Imagen estado de ánimo y yoga

Estados de ánimo y yoga

Toda práctica de yoga comienza con la respiración, es la base. De ella depende todo y por eso los profesores insistimos tanto en cómo respiras cuando vienes a clase. Mejor dicho, cómo respiras durante la clase.

Inhalar y exhalar de forma consciente te ayuda a entrar en cada asana y a mantenerte en ella, te ayuda a calmar tu mente y, aunque no te lo parezca, modifica tu estado de ánimo.

Lo que la esterilla hace por mí

Como digo, tu forma de respirar influye en tu estado emocional, y viceversa. Si respiras de manera rápida y entrecortada, notarás cómo te vas alterando. Si te alteras, notarás que respiras como acabo de describir.
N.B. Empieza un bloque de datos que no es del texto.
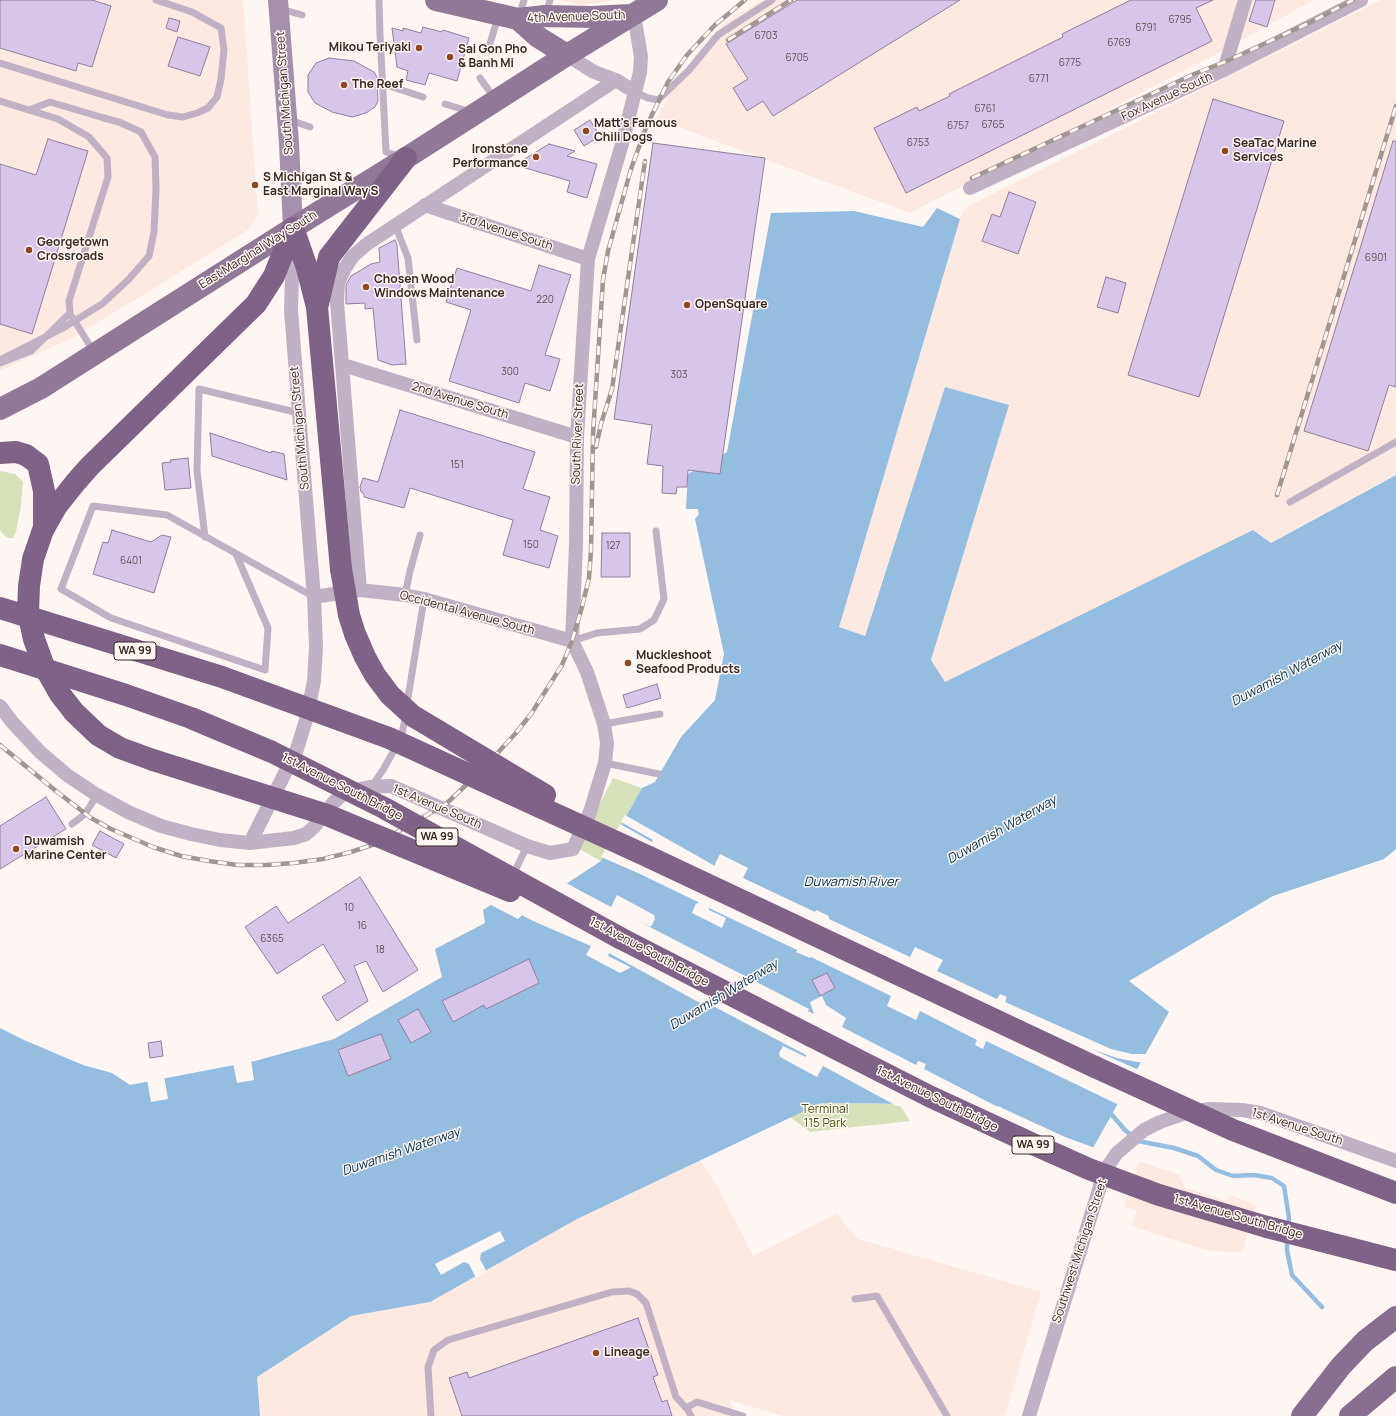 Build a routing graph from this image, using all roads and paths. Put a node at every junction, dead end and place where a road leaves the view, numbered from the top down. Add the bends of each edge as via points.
1 (156, 0) edge
2 (379, 0) edge
3 (436, 0) edge
4 (657, 0) edge
5 (772, 0) edge
6 (1245, 0) edge
7 (1361, 0) edge
8 (279, 4) edge
9 (548, 8) edge
10 (514, 11) edge
11 (302, 15) dead end
12 (634, 15) junction
13 (489, 47) dead end
14 (567, 55) junction
15 (0, 63) edge
16 (1224, 70) junction
17 (480, 78) dead end
18 (616, 80) junction
19 (383, 84) junction
20 (635, 92) junction
21 (422, 97) dead end
22 (0, 101) edge
23 (496, 101) junction
24 (446, 104) dead end
25 (29, 110) junction
26 (477, 113) junction
27 (287, 120) junction
28 (310, 127) dead end
29 (406, 158) junction
30 (970, 188) dead end
31 (424, 205) junction
32 (395, 225) junction
33 (293, 228) junction
34 (588, 259) junction
35 (317, 307) junction
36 (70, 313) junction
37 (417, 340) dead end
38 (95, 354) junction
39 (0, 362) edge
40 (343, 365) junction
41 (0, 409) edge
42 (299, 413) junction
43 (577, 437) junction
44 (1396, 442) edge
45 (0, 453) edge
46 (1290, 502) dead end
47 (44, 530) junction
48 (656, 531) dead end
49 (420, 535) dead end
50 (205, 537) junction
51 (236, 554) junction
52 (360, 590) junction
53 (405, 595) junction
54 (314, 597) junction
55 (424, 599) junction
56 (0, 608) edge
57 (572, 641) junction
58 (0, 655) edge
59 (0, 706) edge
60 (660, 714) dead end
61 (604, 724) junction
62 (605, 763) junction
63 (659, 774) dead end
64 (370, 787) junction
65 (97, 795) junction
66 (72, 824) dead end
67 (250, 843) junction
68 (527, 846) junction
69 (573, 849) joint
70 (649, 857) junction
71 (515, 871) dead end
72 (620, 938) junction
73 (1173, 1117) joint
74 (1396, 1161) edge
75 (1396, 1193) edge
76 (1396, 1260) edge
77 (855, 1299) dead end
78 (1396, 1317) edge
79 (1396, 1377) edge
80 (686, 1408) junction
81 (431, 1416) edge
82 (691, 1416) edge
83 (743, 1416) edge
84 (948, 1416) edge
85 (1029, 1416) edge
86 (1302, 1416) edge
87 (1350, 1416) edge

1 - 15 lane via 192,12 221,28 224,50 217,97 208,108 197,113 183,116 168,115
2 - 19 lane
3 - 10 main road, 4th Avenue South
4 - 12 main road, East Marginal Way South
5 - 20 lane via 718,35 689,70 658,100
6 - 16 street
7 - 16 street, Fox Avenue South
8 - 11 lane
8 - 27 main road, South Michigan Street
9 - 10 main road, 4th Avenue South
9 - 12 main road, 4th Avenue South via 592,17
10 - 13 lane
10 - 14 main road, 4th Avenue South via 538,37
12 - 14 main road, East Marginal Way South
12 - 20 street, South River Street via 641,57
14 - 18 street, 4th Avenue South via 594,72
14 - 23 main road, East Marginal Way South
16 - 30 street, Fox Avenue South
17 - 23 lane
18 - 20 street, 4th Avenue South
18 - 31 street
19 - 21 lane
19 - 29 lane via 386,152
20 - 34 street, South River Street
22 - 25 lane
23 - 26 main road, East Marginal Way South
24 - 26 lane
25 - 36 lane via 58,119 89,137 108,158 108,176 69,301
25 - 39 lane, bridge via 50,102 119,122 141,132 155,157 154,232 149,256 102,304
26 - 29 main road, East Marginal Way South
27 - 28 lane
27 - 33 main road, South Michigan Street
29 - 33 main road, East Marginal Way South
29 - 35 highway via 329,258
31 - 32 street
31 - 34 street, 3rd Avenue South
32 - 37 lane via 408,258
32 - 40 street via 353,256 338,283 337,302
33 - 35 highway
33 - 38 main road, East Marginal Way South
33 - 42 street, South Michigan Street via 291,310
33 - 47 highway via 274,276 256,304 90,466 56,507
34 - 43 street, South River Street
35 - 70 highway, bridge via 341,569 349,614 365,658 390,695 413,716
36 - 38 lane
36 - 39 lane via 31,351
38 - 41 main road, East Marginal Way South via 41,388
40 - 43 street, 2nd Avenue South
40 - 52 street
42 - 50 lane via 199,389 197,471
42 - 54 street, South Michigan Street
43 - 57 street, South River Street
44 - 46 lane
45 - 47 highway via 16,452 26,455 38,464 44,491
47 - 72 highway, bridge via 33,559 29,586 28,612 34,639 43,664 60,694 98,735 120,748 153,760 327,815
48 - 57 lane via 664,599 654,620 640,629 597,633
49 - 53 lane
50 - 51 lane
50 - 51 lane via 167,516 93,506 61,589 111,618 264,670 268,628
51 - 54 lane
52 - 53 street, Occidental Avenue South
52 - 54 street, Occidental Avenue South
53 - 55 street, Occidental Avenue South
54 - 67 street, South Michigan Street via 314,681 306,720 297,749
55 - 57 street, Occidental Avenue South
55 - 64 lane via 401,738
56 - 70 highway, WA 99, bridge via 228,680 389,738
57 - 61 street, South River Street via 587,672
58 - 72 highway, 1st Avenue South Bridge / WA 99, bridge via 191,718 272,752 384,808
59 - 65 street, 1st Avenue South via 40,752 67,775
60 - 61 lane
61 - 62 street, South River Street via 607,743
62 - 63 lane
62 - 69 street, South River Street via 590,812
64 - 67 street, 1st Avenue South via 345,792 306,834 294,838
64 - 68 street, 1st Avenue South via 391,786
65 - 66 lane via 85,814
65 - 67 street, 1st Avenue South via 161,826 220,840
68 - 69 street, 1st Avenue South via 550,853
68 - 71 lane
70 - 75 highway, WA 99, bridge via 1150,1093 1233,1130
72 - 76 highway, 1st Avenue South Bridge / WA 99, bridge via 931,1097 1089,1169 1159,1195 1218,1213
73 - 74 street, 1st Avenue South via 1189,1112 1242,1110 1261,1114
73 - 85 street, Southwest Michigan Street via 1144,1130 1117,1153 1108,1166
77 - 84 lane via 877,1296
78 - 86 highway via 1365,1341 1341,1366
79 - 87 highway
80 - 81 lane via 676,1397 646,1303 637,1294 629,1291 612,1292 448,1340 434,1350 428,1367
80 - 82 lane
80 - 83 lane via 697,1402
Lo mismo ocurre en caso contrario: cuanto más largas y lentas son tus inhalaciones y exhalaciones, más se calma tu mente, y al revés.

Al mismo tiempo, las posturas que realizas en la esterilla influyen directamente en tus chakras y en tus emociones.

La forma más sencilla de comprobarlo es sentándote en tu esterilla y dejándote llevar, sin pensarlo mucho. Aquello que te salga es lo que necesitas.

Observa cómo te sientes y entenderás cómo te mueves.

No importa si tienes mucha o poca experiencia practicando yoga. Cierra los ojos y deja que tu cuerpo fluya, siéntelo. Tenderá a moverse buscando el equilibrio emocional y realizarás posturas que te lo proporcionen.

Tipos de asanas y su impacto emocional

De forma breve, te cuento en qué afectan las asanas. Así puedes practicar las que conoces y sentir los efectos en tu propia piel.

  • Posturas sentadas – aportan calma y tranquilidad, te preparan para meditar (hablaremos de ello más adelante) y son ideales para observar tus emociones y tu estado mental antes de realizar más posturas u otra actividad.
  • De pie – te ayudan a enraizarte, a compensar los efectos desequilibrantes de los cambios lunares, a fijar tu mente cuando el clima es inestable. Generan confianza y fuerza de voluntad.
  • Apertura de pecho – te preparan para recibir todo lo que venga y aceptarlo tal cual es, te llenan de energía, sentimientos positivos y ánimo.
  • Torsión – equilibran el sistema nervioso y activan tu energía.
  • Flexión adelante – sirven para recogerte, mimarte, observarte y ayudarte a encontrar tranquilidad en tu interior.
  • Apertura de caderas – liberan tus emociones, te preparan para dejar ir todo lo que no necesitas y no te hace bien, para hacer espacio a lo nuevo.
  • Equilibrio – más que ninguna otra, este tipo de postura focaliza tu mente y calma tus emociones. Cuanto más te cuesta realizarlas, más las necesitas.
  • Inversión – te ayudan a liberarte de miedos, afianzan tu confianza y autoestima y favorecen que tomes una nueva perspectiva ante la vida.

Cómo aplico esto a mi día a día

Lo que más te va a ayudar es la respiración: lenta y suave para calmarte, larga y profunda para llenarte de energía (con el pecho bien abierto), alterna para equilibrarte.

No es necesario que te aprendas los efectos de las asanas de memoria, ni que lleves la cuenta de tus respiraciones. Sí que te invito a que te pases por este post cuando busques un efecto en particular y, a tu manera, practiques las posturas correspondientes.

¡Y no te olvides de la relajación final! Hará que todo lo que trabajes vaya surtiendo efecto.